Merry Christmas 2007
May you and yours have a festive and safe holiday this year. Please enjoy this Christmas song from our friends in Letting Up Despite Great Faults (gingerbread houses courtesy Sean’s kids):
Chairs in the Arno
Have you ever pursued a particular boy or girl because he or she was hot in a way that another particular boy or girl was hot, but for whatever reason the former boy or girl avoided your clutch? Well that’s the situation in which I currently find myself. Musically speaking. It’s been over a year since I’ve heard anything from Jason Korzen in any form and I’ve been in need of an synth-geek fix. And as my dear Cuzzin Brad used to say, Chairs in the Arno are “putting me where I need to be.” Moogs, a microKorg, an MC 505 groovebox and sweet boy/girl vocals are like Hershey Kisses to me. Once I’ve popped one in my mouth, I can’t stop. Those wily Kisses are prone to push my pants slightly past size thirty. Chairs in the Arno remind me that hey, that’s OK.
Mikrofisch
Mikrofisch is our first entry from the Hamburg net-label, Komakino. Their album, Masters of the Universe, represents the label’s first full-length release (the band’s second) and you can download it, in its entirety, here. Mikrofisch formed with the intention of covering The Smiths, but left their first recording session with four original tracks and “a brilliantly intimate lo-fi version of Morrissey´s Everyday Is Like Sunday on fourtrack.” Five years later Mikrofisch remains brilliantly lo-fi, and brilliantly playful, but from what I gather, this long distant recording duo (London/Hamburg) backgrounded their guitars around 2003 and opted for a synth-based sound.
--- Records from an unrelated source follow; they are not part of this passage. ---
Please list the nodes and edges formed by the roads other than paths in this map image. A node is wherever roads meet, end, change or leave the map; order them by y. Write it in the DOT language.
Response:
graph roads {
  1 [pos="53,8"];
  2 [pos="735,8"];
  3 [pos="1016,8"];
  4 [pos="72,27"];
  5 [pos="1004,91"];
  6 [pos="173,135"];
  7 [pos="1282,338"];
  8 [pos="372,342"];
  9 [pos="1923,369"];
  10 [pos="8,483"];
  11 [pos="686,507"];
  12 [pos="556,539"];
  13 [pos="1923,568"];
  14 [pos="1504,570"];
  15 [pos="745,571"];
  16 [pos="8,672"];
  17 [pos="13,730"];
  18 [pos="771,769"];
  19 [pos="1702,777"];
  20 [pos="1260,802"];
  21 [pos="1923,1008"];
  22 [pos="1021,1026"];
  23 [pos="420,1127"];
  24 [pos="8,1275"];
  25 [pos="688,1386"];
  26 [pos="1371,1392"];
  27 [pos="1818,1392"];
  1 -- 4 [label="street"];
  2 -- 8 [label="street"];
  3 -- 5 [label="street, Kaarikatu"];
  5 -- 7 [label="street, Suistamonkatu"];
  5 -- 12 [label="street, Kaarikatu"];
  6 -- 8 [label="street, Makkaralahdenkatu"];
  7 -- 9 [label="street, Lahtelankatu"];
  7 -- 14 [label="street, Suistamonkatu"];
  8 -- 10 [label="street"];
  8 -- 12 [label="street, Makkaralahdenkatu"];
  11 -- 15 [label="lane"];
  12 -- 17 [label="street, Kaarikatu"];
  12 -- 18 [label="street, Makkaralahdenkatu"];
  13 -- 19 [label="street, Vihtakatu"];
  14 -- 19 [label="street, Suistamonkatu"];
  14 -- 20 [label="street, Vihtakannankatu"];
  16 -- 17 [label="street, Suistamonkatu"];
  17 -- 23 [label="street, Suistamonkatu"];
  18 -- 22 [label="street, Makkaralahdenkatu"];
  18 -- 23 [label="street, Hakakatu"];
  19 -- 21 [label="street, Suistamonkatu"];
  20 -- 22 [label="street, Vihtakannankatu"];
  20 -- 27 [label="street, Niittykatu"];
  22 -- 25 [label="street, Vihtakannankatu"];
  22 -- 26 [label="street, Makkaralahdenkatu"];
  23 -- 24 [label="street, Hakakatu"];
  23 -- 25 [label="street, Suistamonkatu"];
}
The first song, “Drum Machines Will Save Mankind” serves as a kind of mission statement for Mikrofisch in their understated quest to take over the musical universe: “Make a beat so we can dance, make the kids form bedroom bands.” Then Mikrofisch sets their alliances, forming their own Justice League of Indie Rock, in the tongue-in-cheek “Let’s Kiss and Listen to Bis” (hip, indie reference help). The band name drops some of their favorite bands and sounds circa 1995: Teenage Fanclub, Dinosaur Jr, Afghan Whigs, Sonic Youth, Twee, and an allusion to the now defunct March Records (“Keep Sparky’s dream alive…). Finally, it’s the micro-epic “The Kids are All Shite” in which Mikrofisch battle the current UK indie scene including HMV, NME, Coldplay, Keane, Kaiser Chiefs, Kasabian, Jet, Razorlight, their clones and fans. Delusions of grandeur? Perhaps, but Mikrofisch’s small and simple sounds are brimming with enough hooks and wit to bring their great dreams to life.